I stand outside the mart with a cigarette in my mouth while a kid in a beige jumpsuit puts gas in my car. I’ve got a little green bic with a stubborn turnwheel and a memory of my mother, on the porch, with a cocktail and a parliament, looking cross-eyed and stupid as she tried to light it. I suck on the stick and cough as hot, unpleasant smoke hits my throat. It tastes like crap, but also a little bit like the way her house used to smell, so I put it back to my lips and try to get something down into my lungs.
Later today, I’m going to have diarrhea from this cigarette.
it's not great, (nothing ever is) but it was fun to write, so I think I'll continue.

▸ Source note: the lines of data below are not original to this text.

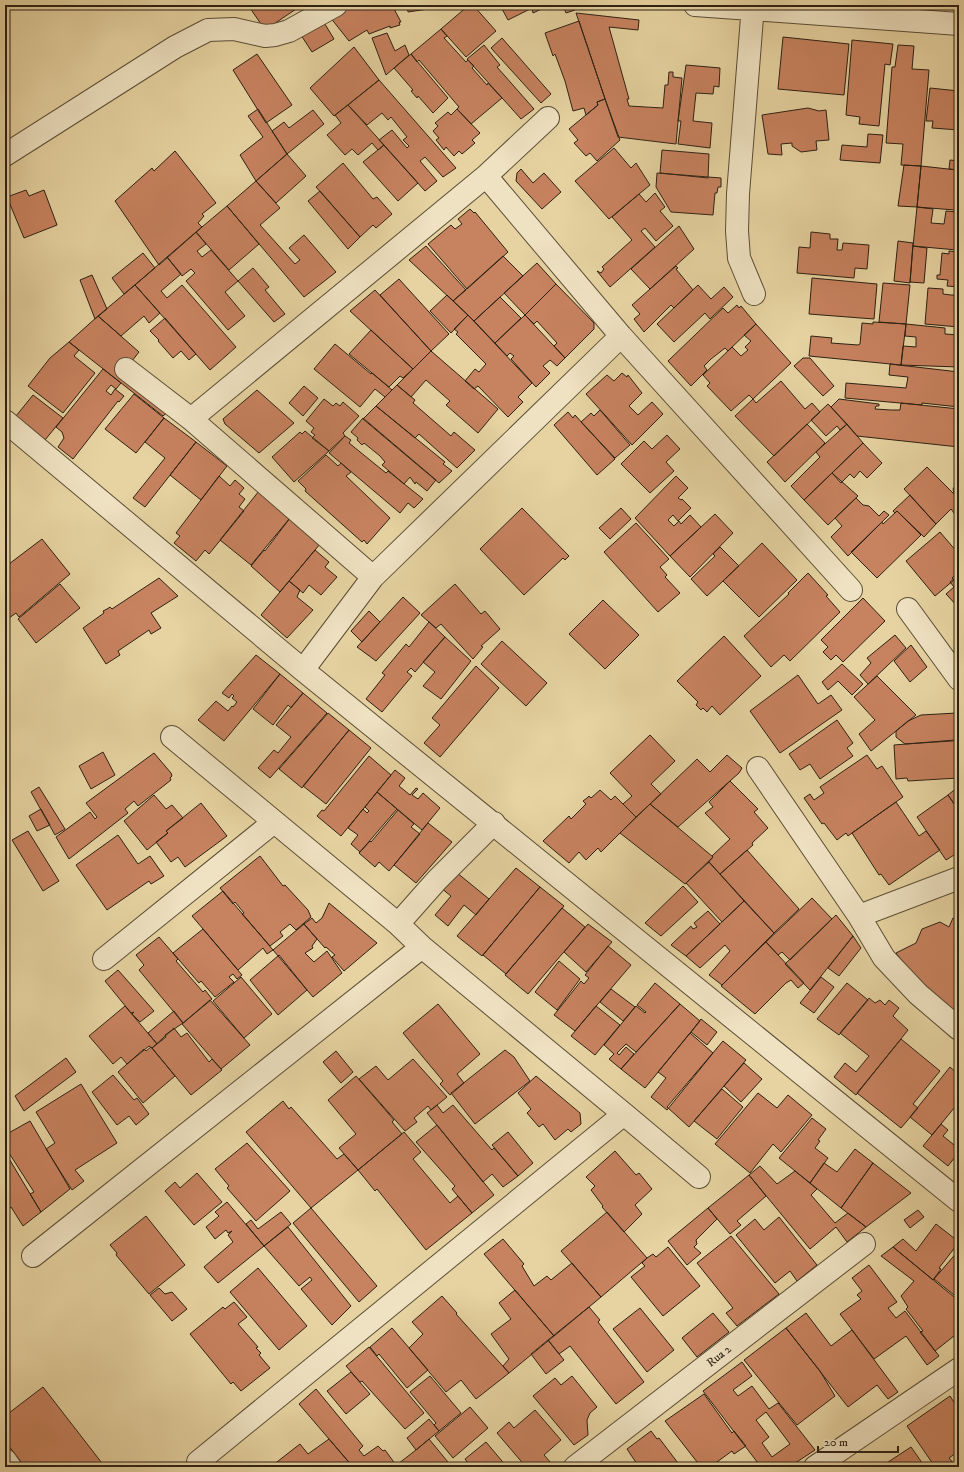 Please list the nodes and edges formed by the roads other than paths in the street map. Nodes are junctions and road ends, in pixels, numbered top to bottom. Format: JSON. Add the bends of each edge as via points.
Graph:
{"nodes":[{"id":1,"x":336,"y":5,"type":"edge"},
{"id":2,"x":695,"y":5,"type":"edge"},
{"id":3,"x":753,"y":6,"type":"edge"},
{"id":4,"x":959,"y":24,"type":"edge"},
{"id":5,"x":548,"y":118,"type":"dead end"},
{"id":6,"x":5,"y":156,"type":"edge"},
{"id":7,"x":486,"y":176,"type":"junction"},
{"id":8,"x":754,"y":294,"type":"dead end"},
{"id":9,"x":621,"y":336,"type":"junction"},
{"id":10,"x":126,"y":368,"type":"dead end"},
{"id":11,"x":191,"y":419,"type":"junction"},
{"id":12,"x":5,"y":421,"type":"edge"},
{"id":13,"x":373,"y":577,"type":"junction"},
{"id":14,"x":851,"y":590,"type":"dead end"},
{"id":15,"x":908,"y":609,"type":"dead end"},
{"id":16,"x":303,"y":670,"type":"junction"},
{"id":17,"x":959,"y":679,"type":"edge"},
{"id":18,"x":172,"y":737,"type":"dead end"},
{"id":19,"x":758,"y":768,"type":"dead end"},
{"id":20,"x":274,"y":822,"type":"junction"},
{"id":21,"x":494,"y":823,"type":"junction"},
{"id":22,"x":959,"y":878,"type":"edge"},
{"id":23,"x":859,"y":916,"type":"junction"},
{"id":24,"x":398,"y":924,"type":"junction"},
{"id":25,"x":422,"y":947,"type":"junction"},
{"id":26,"x":104,"y":959,"type":"dead end"},
{"id":27,"x":959,"y":1029,"type":"edge"},
{"id":28,"x":624,"y":1114,"type":"junction"},
{"id":29,"x":699,"y":1177,"type":"dead end"},
{"id":30,"x":959,"y":1201,"type":"edge"},
{"id":31,"x":864,"y":1244,"type":"dead end"},
{"id":32,"x":33,"y":1256,"type":"dead end"},
{"id":33,"x":959,"y":1369,"type":"edge"},
{"id":34,"x":5,"y":1460,"type":"edge"},
{"id":35,"x":198,"y":1462,"type":"dead end"},
{"id":36,"x":10,"y":1467,"type":"edge"},
{"id":37,"x":575,"y":1467,"type":"edge"},
{"id":38,"x":815,"y":1467,"type":"edge"}],
"edges":[{"from":1,"to":6,"type":"street","via":[[289,31],[276,35],[265,36],[234,29],[208,30],[175,47]]},
{"from":2,"to":3,"type":"street"},
{"from":3,"to":4,"type":"street"},
{"from":3,"to":8,"type":"street","via":[[737,231],[739,258]]},
{"from":5,"to":7,"type":"street"},
{"from":7,"to":9,"type":"street"},
{"from":7,"to":11,"type":"street"},
{"from":9,"to":13,"type":"street"},
{"from":9,"to":14,"type":"street"},
{"from":10,"to":11,"type":"street"},
{"from":11,"to":13,"type":"street"},
{"from":12,"to":16,"type":"street"},
{"from":13,"to":16,"type":"street"},
{"from":15,"to":17,"type":"street"},
{"from":16,"to":21,"type":"street"},
{"from":18,"to":20,"type":"street"},
{"from":19,"to":23,"type":"street"},
{"from":20,"to":24,"type":"street"},
{"from":20,"to":26,"type":"street"},
{"from":21,"to":24,"type":"street","via":[[437,880]]},
{"from":21,"to":30,"type":"street"},
{"from":22,"to":23,"type":"street"},
{"from":23,"to":27,"type":"street","via":[[884,958],[941,1015]]},
{"from":24,"to":25,"type":"street"},
{"from":25,"to":28,"type":"street"},
{"from":25,"to":32,"type":"street"},
{"from":28,"to":29,"type":"street"},
{"from":28,"to":35,"type":"street"},
{"from":31,"to":37,"type":"street","name":"Rua 2"},
{"from":33,"to":38,"type":"street"},
{"from":34,"to":36,"type":"street"}]}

edit!: found a second chapterish thing:
Gassed and back on the road, I roll down the windows and turn up the volume on the car stereo. That was the only moment I’ve had in the last week that resembled fun. Sitting on the carpet of my studio apartment: What do you listen to on a road-trip to The End of the world? Would I try to listen to all the music I always swore I would get into but didn’t? Strive to get an appreciation of classical or grow to like Dream Theatre? I hit repeat for the second time this hour and Attonito tells me I’m hopeless.
There’s a CD, sitting at the bottom of the pile of my teenage reminisces, that I won’t play for another day. And when I do, it’ll rain, and the heat will go out, and I’ll pull over, believing for a moment that this is all just a scene in a movie.
She bought me that record. My birthday comes and she’s at the door struggling with the bulk of a turntable. Behind her, Matt and Chris are swearing and maneuvering a humongous speaker out of her trunk. “Move or I’m dropping it, and you’re not getting shit.”
“I don’t have room for that speaker, you know.” I feel like being contrary.
“Fuck you; also, there’s a bag in the passenger seat.” She leans towards me to kiss, my temple I suppose, but I twist away and blow in her face. Just call me Mary, Mary. She closes her eyes against the gust. “It’ll fit.”
Matt and Chris are shuffling up the stairs and as I pass Chris swats at my hip, momentarily leaving Matt groaning under the bulk of the weight. “Happy birthday, kid.”
“Don’t scratch anything.”
I reach the car and press my stomach against the hot metal to lean in through the open window. The interior smells like salty towels and hot febreeze and there are grains of something embedded in the cushion when I brace my hand against it and fish for the plastic bag where it slid to the floor. I skim my fingers along the glossed cardboard inside and when I get purchase on it my thumb has slipped into the sleeve so that I can feel the ridges in the vinyl. The heat is starting to itch my stomach; the skin over my gut tingles pleasantly as I rest my weight on the door and flip over the album to read the cover.
“Ziggy, oh cool.”
An hour later she takes my hand in hers as we lay next to each other on the hardwood floor in my bedroom. “It’s a sad story, isn’t it?”
“Yeah, in some ways... It’s the good kind though. I mean, thank you.”
“You thought it wouldn’t fit.”
I crane my head away from her and towards my bed, now home to the turntable and speaker, and start laughing.
Through my laughter, she’s squeezing my fingers in hers and walking her other hand across my waist to the opposite arm, singing in my ear, “...oh gimme your hands.”